The Limp Bizkit guitarist worked with Jackson on a signature King V that strips away anything non-essential. It arrives after more than two decades of playing the brand’s instruments.
Wes Borland has a signature Jackson guitar for the first time. The King V KV, priced at $1,299.99, is the result of a long relationship with the company that started when Borland followed artist relations rep Mike Tempesta from Yamaha to Jackson years ago. He has used Jackson instruments ever since.

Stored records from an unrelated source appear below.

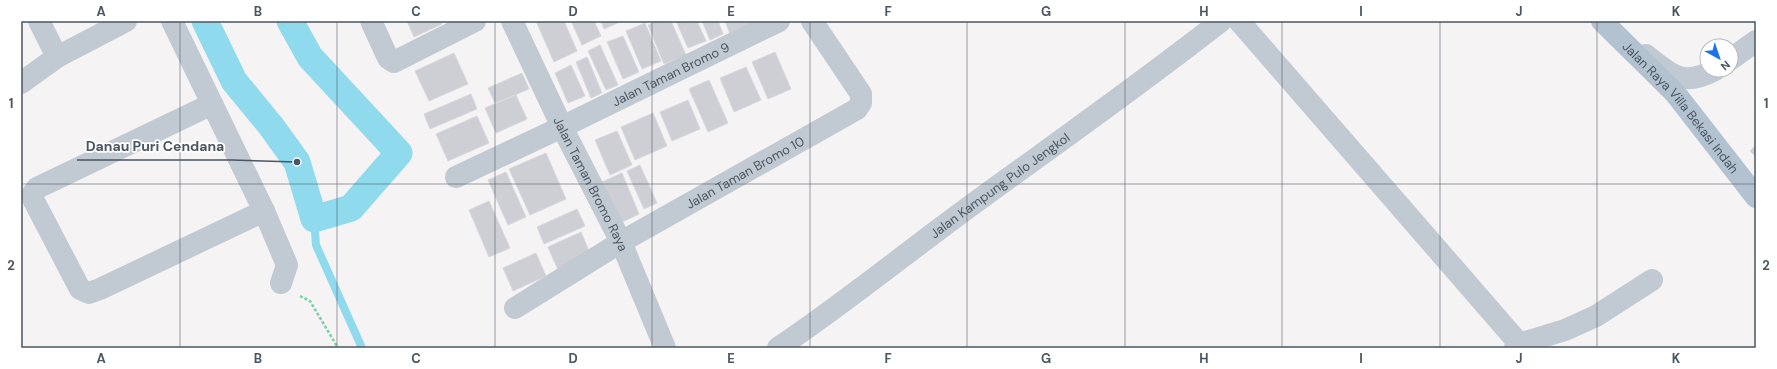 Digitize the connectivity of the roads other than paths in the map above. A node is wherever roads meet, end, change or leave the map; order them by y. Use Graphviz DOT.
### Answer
graph roads {
  1 [pos="39,21"];
  2 [pos="126,21"];
  3 [pos="172,21"];
  4 [pos="371,21"];
  5 [pos="475,21"];
  6 [pos="512,21"];
  7 [pos="779,21"];
  8 [pos="812,21"];
  9 [pos="1221,21"];
  10 [pos="1239,21"];
  11 [pos="1603,21"];
  12 [pos="1756,42"];
  13 [pos="1739,54"];
  14 [pos="57,57"];
  15 [pos="1699,78"];
  16 [pos="21,83"];
  17 [pos="212,104"];
  18 [pos="562,127"];
  19 [pos="456,177"];
  20 [pos="1756,197"];
  21 [pos="264,211"];
  22 [pos="621,242"];
  23 [pos="1652,280"];
  24 [pos="281,283"];
  25 [pos="516,308"];
  26 [pos="1519,347"];
  27 [pos="665,348"];
  28 [pos="778,348"];
  1 -- 14 [label="street"];
  2 -- 14 [label="street"];
  3 -- 17 [label="street"];
  4 -- 5 [label="street"];
  6 -- 18 [label="street, Jalan Taman Bromo Raya"];
  7 -- 18 [label="street, Jalan Taman Bromo 9"];
  8 -- 22 [label="street, Jalan Taman Bromo 10"];
  9 -- 28 [label="street, Jalan Kampung Pulo Jengkol"];
  10 -- 26 [label="street"];
  11 -- 15 [label="street"];
  11 -- 20 [label="main road, Jalan Raya Villa Bekasi Indah"];
  12 -- 13 [label="street"];
  14 -- 16 [label="street"];
  17 -- 21 [label="street"];
  17 -- 21 [label="street"];
  18 -- 19 [label="street, Jalan Taman Bromo 9"];
  18 -- 22 [label="street, Jalan Taman Bromo Raya"];
  21 -- 24 [label="street"];
  22 -- 25 [label="street, Jalan Taman Bromo 10"];
  22 -- 27 [label="street, Jalan Taman Bromo Raya"];
  23 -- 26 [label="street"];
}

The guitar is built around a Seymour Duncan Invader bridge pickup, a one-piece maple neck-through with graphite reinforcement and a compound radius ebony fingerboard with 24 jumbo frets. A recessed Floyd Rose 1500 series bridge keeps things stable. Borland’s priorities are clear. “Live, it just needs to be as bulletproof as possible,” he said. “I’ve been very rough with guitars over the years.”
The aesthetic fits Borland’s stage presence. He pointed to Jackson’s “over the top, shred-a-copter shapes” as something that aligns with his elaborate costumes. For him, the look is functional. It affects how he plays. The connection to Jackson goes back further. As a kid watching Megadeth’s “Go to Hell” video he fixated on Dave Mustaine’s King Vs and the shark tooth inlays. Years later, producer Ross Robinson gave him an early 1981 Randy Rhoads Jackson that remains in his collection.
The signature model strips away anything that might fail. After testing what he actually needs, Borland settled on volume, pickups, a locking tremolo and 24 frets. It is a guitar defined by what he could remove rather than what he could add. The Wes Borland King V KV is available now.